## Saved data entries
BEGIN
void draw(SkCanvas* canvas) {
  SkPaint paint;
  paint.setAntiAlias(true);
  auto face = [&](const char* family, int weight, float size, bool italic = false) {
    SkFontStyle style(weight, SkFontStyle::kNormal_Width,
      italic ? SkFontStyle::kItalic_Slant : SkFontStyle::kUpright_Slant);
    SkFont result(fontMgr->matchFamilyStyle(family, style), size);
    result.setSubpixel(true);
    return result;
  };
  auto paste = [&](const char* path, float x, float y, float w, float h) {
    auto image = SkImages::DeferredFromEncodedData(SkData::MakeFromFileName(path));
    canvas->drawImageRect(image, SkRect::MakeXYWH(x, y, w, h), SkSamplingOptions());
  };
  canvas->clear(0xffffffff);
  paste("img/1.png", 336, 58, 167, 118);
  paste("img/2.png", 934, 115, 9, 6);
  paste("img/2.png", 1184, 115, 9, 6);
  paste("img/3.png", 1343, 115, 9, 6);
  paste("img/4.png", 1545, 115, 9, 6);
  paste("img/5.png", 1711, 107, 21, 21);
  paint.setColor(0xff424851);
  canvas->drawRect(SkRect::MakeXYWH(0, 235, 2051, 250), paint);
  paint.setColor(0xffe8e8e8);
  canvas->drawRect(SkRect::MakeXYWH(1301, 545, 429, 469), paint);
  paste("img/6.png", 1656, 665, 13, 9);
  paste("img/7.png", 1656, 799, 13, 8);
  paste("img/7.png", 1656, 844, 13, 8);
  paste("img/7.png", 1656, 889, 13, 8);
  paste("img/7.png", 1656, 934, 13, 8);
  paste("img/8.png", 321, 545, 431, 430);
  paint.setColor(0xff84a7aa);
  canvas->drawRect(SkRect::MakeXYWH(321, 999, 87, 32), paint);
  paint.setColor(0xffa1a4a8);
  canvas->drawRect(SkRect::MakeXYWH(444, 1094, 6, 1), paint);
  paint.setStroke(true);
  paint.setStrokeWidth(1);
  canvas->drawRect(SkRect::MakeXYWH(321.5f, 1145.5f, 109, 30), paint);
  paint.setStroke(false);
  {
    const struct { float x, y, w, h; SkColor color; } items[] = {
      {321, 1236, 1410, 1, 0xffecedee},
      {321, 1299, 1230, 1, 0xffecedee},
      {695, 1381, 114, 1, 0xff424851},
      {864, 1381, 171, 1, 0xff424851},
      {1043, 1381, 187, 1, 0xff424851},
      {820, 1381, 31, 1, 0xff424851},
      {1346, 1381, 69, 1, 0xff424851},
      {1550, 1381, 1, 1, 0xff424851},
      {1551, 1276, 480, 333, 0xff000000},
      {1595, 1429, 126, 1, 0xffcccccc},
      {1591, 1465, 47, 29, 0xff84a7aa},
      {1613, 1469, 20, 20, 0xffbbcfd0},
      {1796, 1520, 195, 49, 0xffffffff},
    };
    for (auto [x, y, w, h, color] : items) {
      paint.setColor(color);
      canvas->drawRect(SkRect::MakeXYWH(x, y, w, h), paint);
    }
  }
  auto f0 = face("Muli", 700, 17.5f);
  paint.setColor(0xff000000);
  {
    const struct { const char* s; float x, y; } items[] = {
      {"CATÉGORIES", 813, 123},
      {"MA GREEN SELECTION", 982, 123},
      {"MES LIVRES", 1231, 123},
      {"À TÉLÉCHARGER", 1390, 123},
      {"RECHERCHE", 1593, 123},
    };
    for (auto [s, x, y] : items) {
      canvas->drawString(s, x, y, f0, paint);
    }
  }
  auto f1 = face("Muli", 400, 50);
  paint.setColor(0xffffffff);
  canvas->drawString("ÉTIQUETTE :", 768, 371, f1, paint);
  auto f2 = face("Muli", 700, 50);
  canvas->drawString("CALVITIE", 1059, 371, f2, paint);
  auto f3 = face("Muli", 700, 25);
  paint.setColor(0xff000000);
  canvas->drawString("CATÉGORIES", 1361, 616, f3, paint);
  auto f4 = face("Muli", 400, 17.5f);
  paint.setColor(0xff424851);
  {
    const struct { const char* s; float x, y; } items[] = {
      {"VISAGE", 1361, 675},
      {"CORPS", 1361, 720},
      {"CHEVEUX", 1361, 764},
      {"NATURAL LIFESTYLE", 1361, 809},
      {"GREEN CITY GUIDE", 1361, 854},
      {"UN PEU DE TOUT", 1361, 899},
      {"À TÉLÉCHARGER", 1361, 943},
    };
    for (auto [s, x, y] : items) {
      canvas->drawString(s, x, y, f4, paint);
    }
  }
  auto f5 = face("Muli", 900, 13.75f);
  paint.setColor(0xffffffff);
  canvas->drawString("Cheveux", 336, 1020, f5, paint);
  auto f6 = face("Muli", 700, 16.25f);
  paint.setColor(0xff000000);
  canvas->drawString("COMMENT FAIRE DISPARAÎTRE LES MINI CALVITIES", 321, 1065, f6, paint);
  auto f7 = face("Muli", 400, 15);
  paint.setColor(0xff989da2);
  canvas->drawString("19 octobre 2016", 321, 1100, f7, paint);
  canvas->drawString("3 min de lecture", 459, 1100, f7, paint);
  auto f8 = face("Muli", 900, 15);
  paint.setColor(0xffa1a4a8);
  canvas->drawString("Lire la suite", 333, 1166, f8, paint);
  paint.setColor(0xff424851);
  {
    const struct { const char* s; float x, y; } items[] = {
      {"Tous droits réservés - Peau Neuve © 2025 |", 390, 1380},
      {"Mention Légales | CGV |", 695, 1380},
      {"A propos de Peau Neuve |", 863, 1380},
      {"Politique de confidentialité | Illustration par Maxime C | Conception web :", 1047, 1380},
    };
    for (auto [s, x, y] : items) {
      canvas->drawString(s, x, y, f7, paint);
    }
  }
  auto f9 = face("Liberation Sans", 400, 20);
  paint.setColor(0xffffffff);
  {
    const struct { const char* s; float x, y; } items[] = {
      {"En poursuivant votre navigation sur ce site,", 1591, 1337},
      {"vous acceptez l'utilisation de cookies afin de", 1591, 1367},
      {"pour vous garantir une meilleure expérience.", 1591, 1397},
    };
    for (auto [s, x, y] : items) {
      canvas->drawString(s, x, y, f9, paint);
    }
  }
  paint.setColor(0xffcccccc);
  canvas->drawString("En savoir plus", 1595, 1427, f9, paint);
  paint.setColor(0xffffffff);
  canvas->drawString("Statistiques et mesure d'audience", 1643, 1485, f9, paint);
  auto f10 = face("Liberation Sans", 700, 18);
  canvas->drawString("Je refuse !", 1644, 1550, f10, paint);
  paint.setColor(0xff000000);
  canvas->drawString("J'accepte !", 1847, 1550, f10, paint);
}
END
Return every line holding the word "size" from the records.

## TASK OUTPUT
  auto face = [&](const char* family, int weight, float size, bool italic = false) {
    SkFont result(fontMgr->matchFamilyStyle(family, style), size);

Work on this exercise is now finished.